- Theatrical release poster
- Directed by: Herbert Ross
- Written by: Kevin Wade
- Produced by: Herbert Ross; Laurence Mark;
- Starring: John Cusack; James Spader; Imogen Stubbs; Mandy Patinkin; Richard Widmark;
- Cinematography: Dante Spinotti
- Edited by: Robert M. Reitano; Stephen A. Rotter;
- Music by: Trevor Jones
- Production company: Laurence Mark Productions
- Distributed by: Paramount Pictures
- Release date: March 15, 1991;
- Running time: 111 minutes
- Country: United States
- Language: English
- Budget: $20 million
- Box office: $418,807

= True Colors (film) =

1991 film by Herbert Ross

True Colors is a 1991 American political drama film directed by Herbert Ross, written by Kevin Wade, and starring John Cusack, James Spader, Imogen Stubbs, Mandy Patinkin, and (in one of his final film roles) Richard Widmark.

==Plot==
In 1990, Peter Burton and best friend Tim Garrity nervously await the results of Peter's congressional election, with Tim narrating about how this came to be. The two had met seven years earlier following an argument in the parking lot at University of Virginia School of Law. After discovering that they are to be roommates, the men become close friends. Tim, who comes from an affluent family, plans a career with the Department of Justice, a fact that doesn't sit well with his girlfriend, Diana, the daughter of Senator Stiles. Diana effectively ends the relationship before Tim has a chance to propose. Peter, who is embarrassed by his lower-class roots, plans a career in politics, eventually manipulating his way into a job on a congressman's campaign staff.

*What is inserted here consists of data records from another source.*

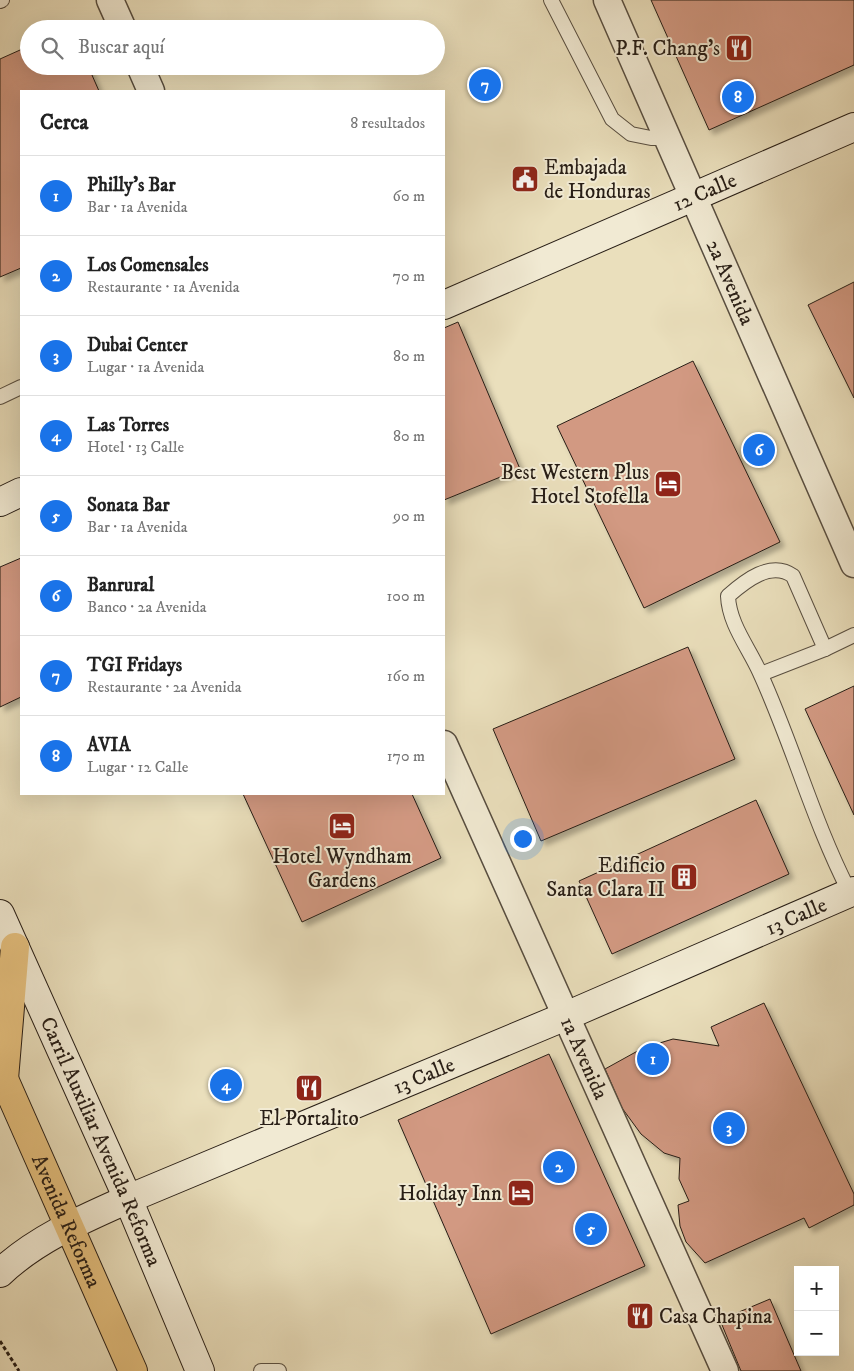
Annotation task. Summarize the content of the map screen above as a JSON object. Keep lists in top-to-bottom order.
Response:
{
  "streets": {
    "main road": ["Avenida Reforma"],
    "street": [
      "12 Calle",
      "2a Avenida",
      "13 Calle",
      "1a Avenida",
      "Carril Auxiliar Avenida Reforma"
    ]
  },
  "crossings": [
    ["12 Calle", "2a Avenida"],
    ["13 Calle", "1a Avenida"],
    ["13 Calle", "Carril Auxiliar Avenida Reforma"],
    ["13 Calle", "Avenida Reforma"]
  ],
  "places": {
    "restaurant": ["P.F. Chang's", "El Portalito", "Casa Chapina"],
    "public building": ["Embajada de Honduras"],
    "hotel": ["Best Western Plus Hotel Stofella", "Hotel Wyndham Gardens", "Holiday Inn"],
    "building": ["Edificio Santa Clara II"]
  },
  "page": {
    "search": "Buscar aquí",
    "pins": [
      "7",
      "8",
      "6",
      "1",
      "4",
      "3",
      "2",
      "5"
    ],
    "heading": ["Cerca", "8 resultados"],
    "list": [
      {
        "mark": "1",
        "name": "Philly's Bar",
        "note": "Bar · 1a Avenida",
        "value": "60 m"
      },
      {
        "mark": "2",
        "name": "Los Comensales",
        "note": "Restaurante · 1a Avenida",
        "value": "70 m"
      },
      {
        "mark": "3",
        "name": "Dubai Center",
        "note": "Lugar · 1a Avenida",
        "value": "80 m"
      },
      {
        "mark": "4",
        "name": "Las Torres",
        "note": "Hotel · 13 Calle",
        "value": "80 m"
      },
      {
        "mark": "5",
        "name": "Sonata Bar",
        "note": "Bar · 1a Avenida",
        "value": "90 m"
      },
      {
        "mark": "6",
        "name": "Banrural",
        "note": "Banco · 2a Avenida",
        "value": "100 m"
      },
      {
        "mark": "7",
        "name": "TGI Fridays",
        "note": "Restaurante · 2a Avenida",
        "value": "160 m"
      },
      {
        "mark": "8",
        "name": "AVIA",
        "note": "Lugar · 12 Calle",
        "value": "170 m"
      }
    ],
    "map_buttons": ["+", "−"]
  }
}
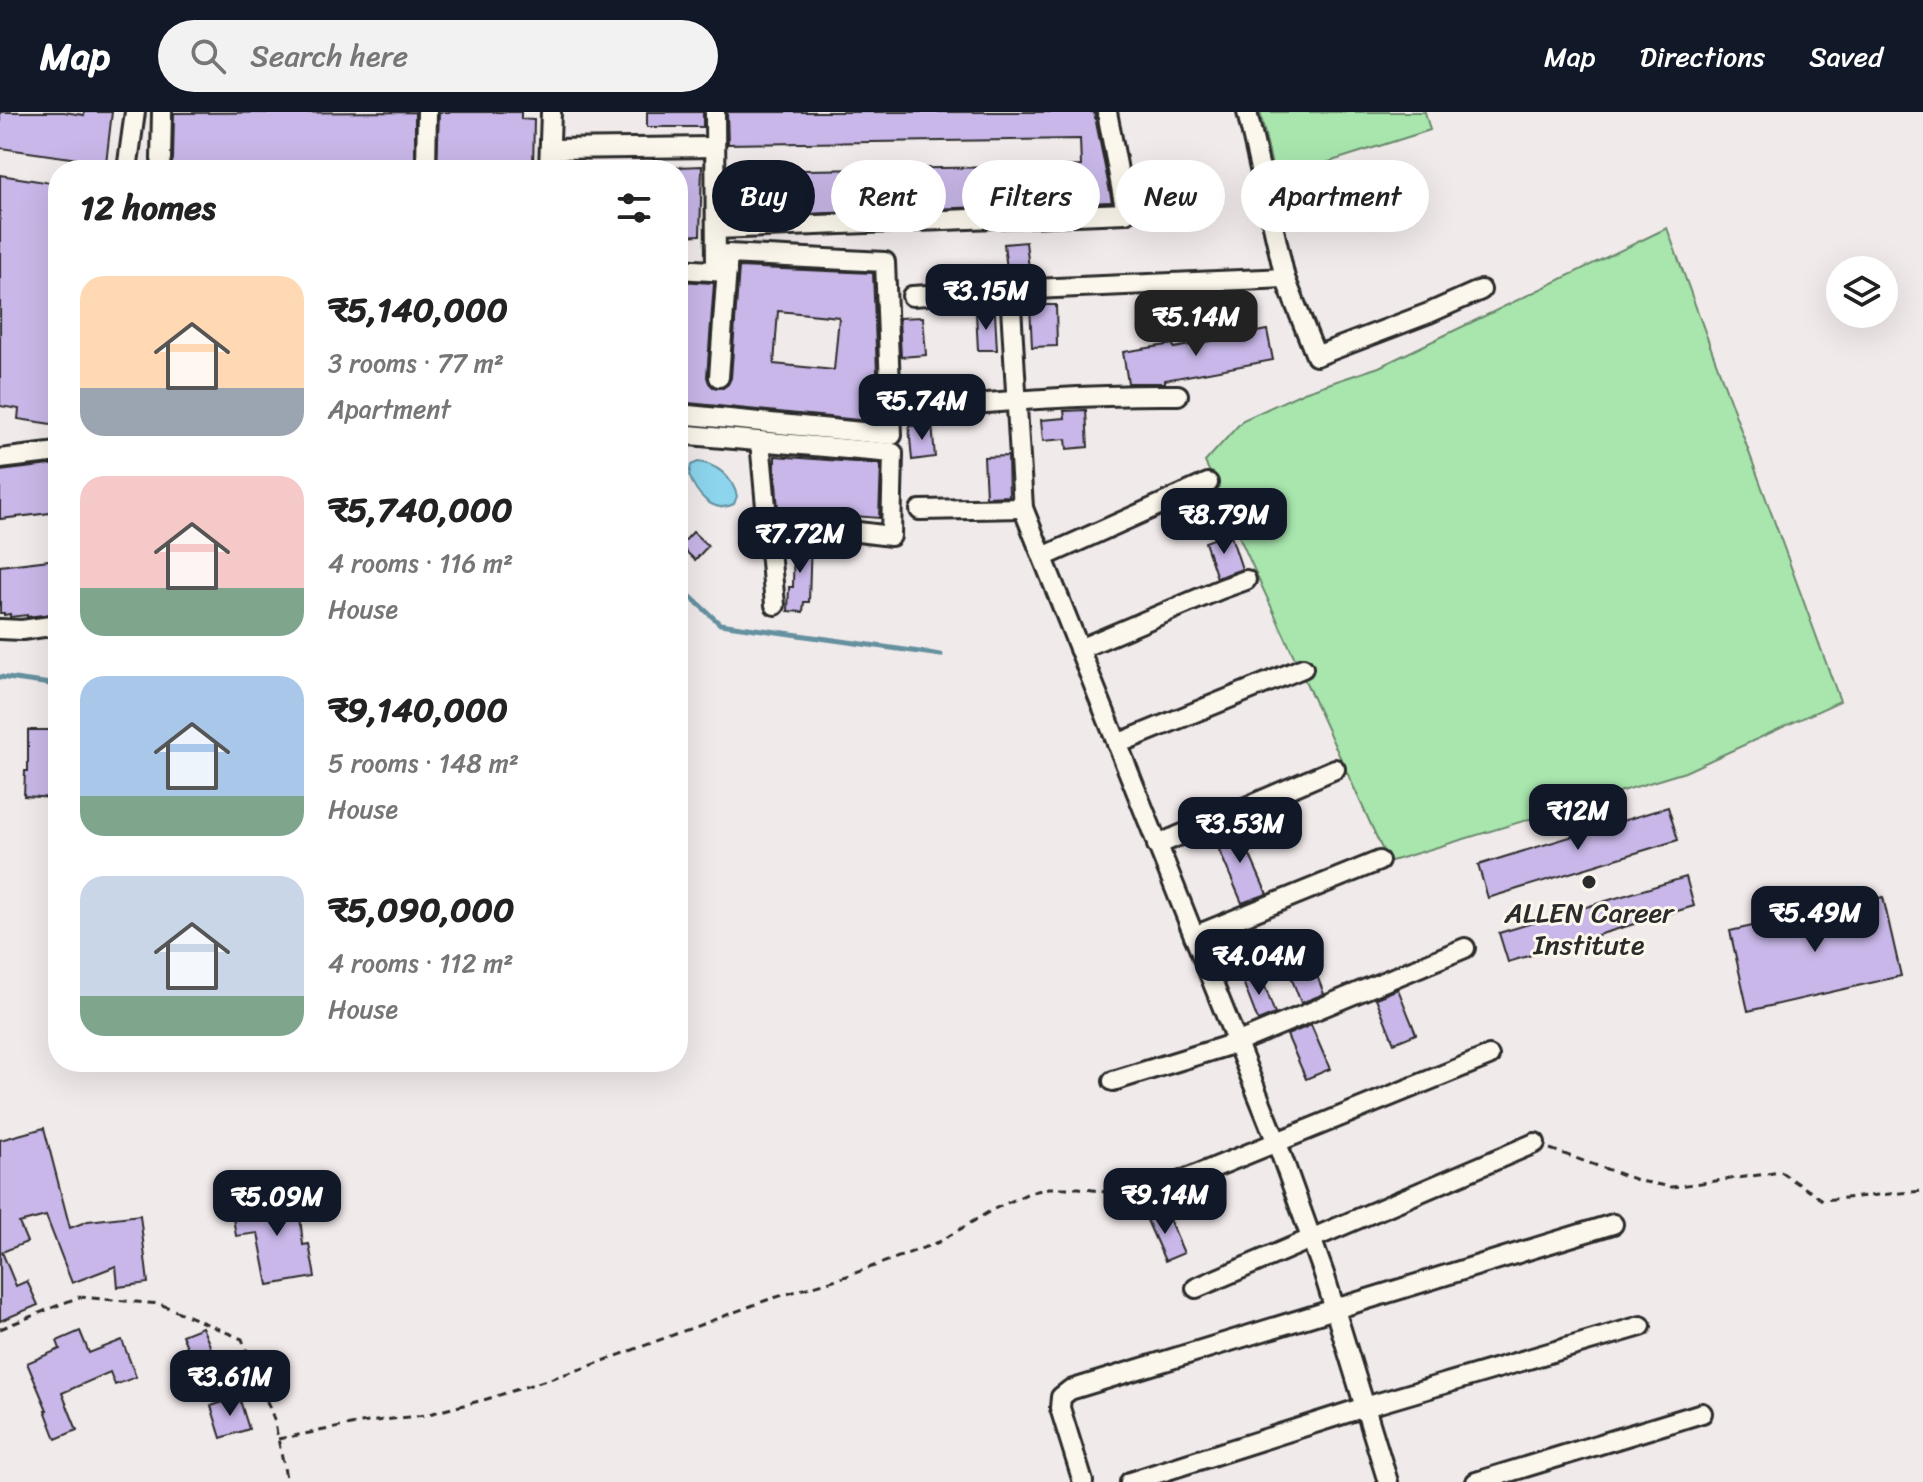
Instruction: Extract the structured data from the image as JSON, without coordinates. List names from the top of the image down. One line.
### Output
{"places":["ALLEN Career Institute"],"page":{"header":"Map","search":"Search here","nav":["Map","Directions","Saved"],"chip":["Buy","Rent","Filters","New","Apartment"],"heading":"12 homes","list":[{"name":"₹5,140,000","note":"3 rooms · 77 m² · Apartment"},{"name":"₹5,740,000","note":"4 rooms · 116 m² · House"},{"name":"₹9,140,000","note":"5 rooms · 148 m² · House"},{"name":"₹5,090,000","note":"4 rooms · 112 m² · House"}],"price":["₹3.15M","₹5.14M","₹5.74M","₹8.79M","₹7.72M","₹12M","₹3.53M","₹5.49M","₹4.04M","₹9.14M","₹5.09M","₹3.61M"]}}
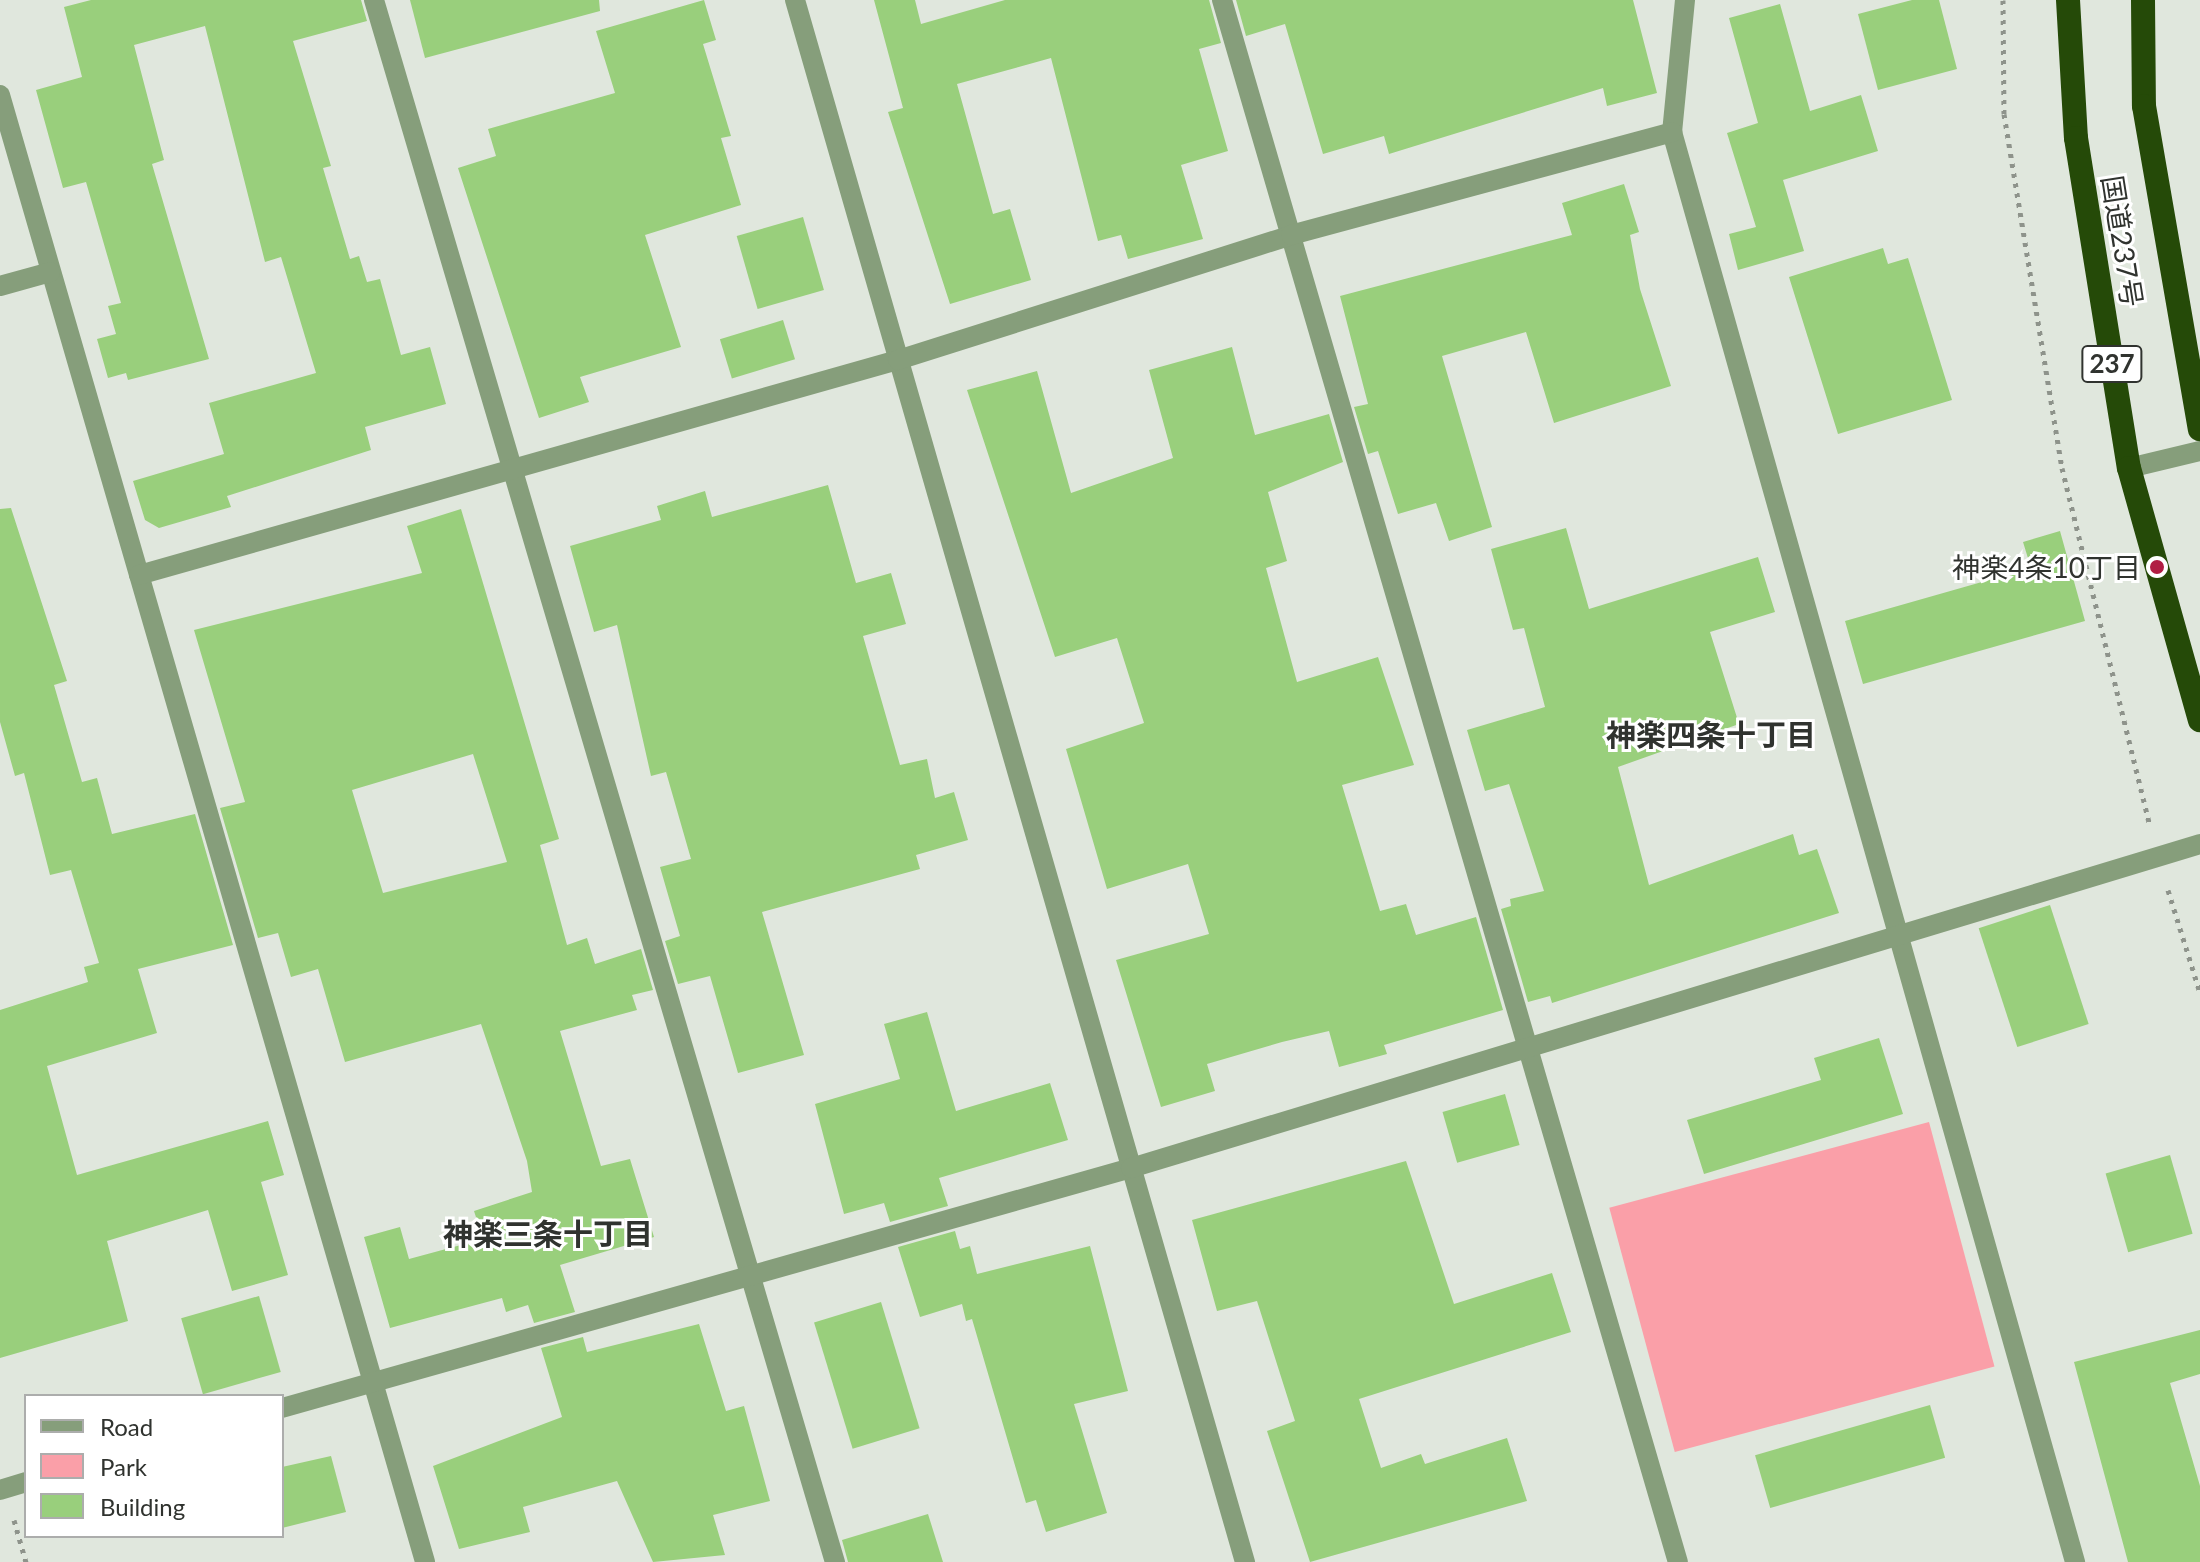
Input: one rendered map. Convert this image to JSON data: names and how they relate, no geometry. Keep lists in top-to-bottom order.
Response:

The friendship between them is severely tested when Peter confesses to Tim during a ski vacation that he and Diana have been carrying on an affair. He adds that he plans to ask Diana to marry him. Tim, angry at the betrayal, speeds off down a hazardous ski trail. The less experienced Peter follows him down with far less grace than Tim. There's a steep cliff at the end. Tim hesitates to warn Peter, but finally does so. Unfortunately, Peter doesn't hear Tim's belated warnings in time, hurtles down to the bottom breaking his leg and cracking two ribs. Tim forgives Peter and even agrees to be the best man at Peter and Diana's wedding.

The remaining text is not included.